WORK TASK: Down to the last character, write out the records below.

AVAILABLE DATA:
■ ■ ■
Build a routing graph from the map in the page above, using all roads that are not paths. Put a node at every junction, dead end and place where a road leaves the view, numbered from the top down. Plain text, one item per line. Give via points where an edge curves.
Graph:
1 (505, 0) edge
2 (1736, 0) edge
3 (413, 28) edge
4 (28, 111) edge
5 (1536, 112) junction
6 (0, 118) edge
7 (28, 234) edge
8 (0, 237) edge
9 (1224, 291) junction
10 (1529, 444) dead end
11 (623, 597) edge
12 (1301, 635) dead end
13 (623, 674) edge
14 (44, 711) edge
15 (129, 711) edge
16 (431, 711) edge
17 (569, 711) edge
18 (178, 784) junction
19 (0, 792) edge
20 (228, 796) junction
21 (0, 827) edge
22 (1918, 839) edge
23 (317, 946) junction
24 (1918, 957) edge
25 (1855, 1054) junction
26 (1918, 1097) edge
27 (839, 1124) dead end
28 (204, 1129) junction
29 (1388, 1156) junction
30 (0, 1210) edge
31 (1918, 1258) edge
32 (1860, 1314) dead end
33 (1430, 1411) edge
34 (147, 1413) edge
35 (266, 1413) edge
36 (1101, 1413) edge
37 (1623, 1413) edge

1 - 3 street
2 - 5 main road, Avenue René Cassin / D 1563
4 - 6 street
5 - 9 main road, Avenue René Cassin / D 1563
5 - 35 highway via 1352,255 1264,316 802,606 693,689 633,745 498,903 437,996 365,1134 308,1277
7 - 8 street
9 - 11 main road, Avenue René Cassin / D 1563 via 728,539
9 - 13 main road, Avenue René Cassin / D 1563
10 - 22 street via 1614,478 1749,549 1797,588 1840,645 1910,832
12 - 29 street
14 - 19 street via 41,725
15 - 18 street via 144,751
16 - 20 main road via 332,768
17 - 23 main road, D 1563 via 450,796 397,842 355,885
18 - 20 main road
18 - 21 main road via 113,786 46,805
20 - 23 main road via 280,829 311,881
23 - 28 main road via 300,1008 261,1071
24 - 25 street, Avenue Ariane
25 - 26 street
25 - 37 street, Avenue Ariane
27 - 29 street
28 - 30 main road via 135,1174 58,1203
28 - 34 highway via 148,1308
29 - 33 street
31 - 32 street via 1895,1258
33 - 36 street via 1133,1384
■ ■ ■
EXERCISE RESPONSE:
Build a routing graph from the map in the page above, using all roads that are not paths. Put a node at every junction, dead end and place where a road leaves the view, numbered from the top down. Plain text, one item per line. Give via points where an edge curves.
Graph:
1 (505, 0) edge
2 (1736, 0) edge
3 (413, 28) edge
4 (28, 111) edge
5 (1536, 112) junction
6 (0, 118) edge
7 (28, 234) edge
8 (0, 237) edge
9 (1224, 291) junction
10 (1529, 444) dead end
11 (623, 597) edge
12 (1301, 635) dead end
13 (623, 674) edge
14 (44, 711) edge
15 (129, 711) edge
16 (431, 711) edge
17 (569, 711) edge
18 (178, 784) junction
19 (0, 792) edge
20 (228, 796) junction
21 (0, 827) edge
22 (1918, 839) edge
23 (317, 946) junction
24 (1918, 957) edge
25 (1855, 1054) junction
26 (1918, 1097) edge
27 (839, 1124) dead end
28 (204, 1129) junction
29 (1388, 1156) junction
30 (0, 1210) edge
31 (1918, 1258) edge
32 (1860, 1314) dead end
33 (1430, 1411) edge
34 (147, 1413) edge
35 (266, 1413) edge
36 (1101, 1413) edge
37 (1623, 1413) edge

1 - 3 street
2 - 5 main road, Avenue René Cassin / D 1563
4 - 6 street
5 - 9 main road, Avenue René Cassin / D 1563
5 - 35 highway via 1352,255 1264,316 802,606 693,689 633,745 498,903 437,996 365,1134 308,1277
7 - 8 street
9 - 11 main road, Avenue René Cassin / D 1563 via 728,539
9 - 13 main road, Avenue René Cassin / D 1563
10 - 22 street via 1614,478 1749,549 1797,588 1840,645 1910,832
12 - 29 street
14 - 19 street via 41,725
15 - 18 street via 144,751
16 - 20 main road via 332,768
17 - 23 main road, D 1563 via 450,796 397,842 355,885
18 - 20 main road
18 - 21 main road via 113,786 46,805
20 - 23 main road via 280,829 311,881
23 - 28 main road via 300,1008 261,1071
24 - 25 street, Avenue Ariane
25 - 26 street
25 - 37 street, Avenue Ariane
27 - 29 street
28 - 30 main road via 135,1174 58,1203
28 - 34 highway via 148,1308
29 - 33 street
31 - 32 street via 1895,1258
33 - 36 street via 1133,1384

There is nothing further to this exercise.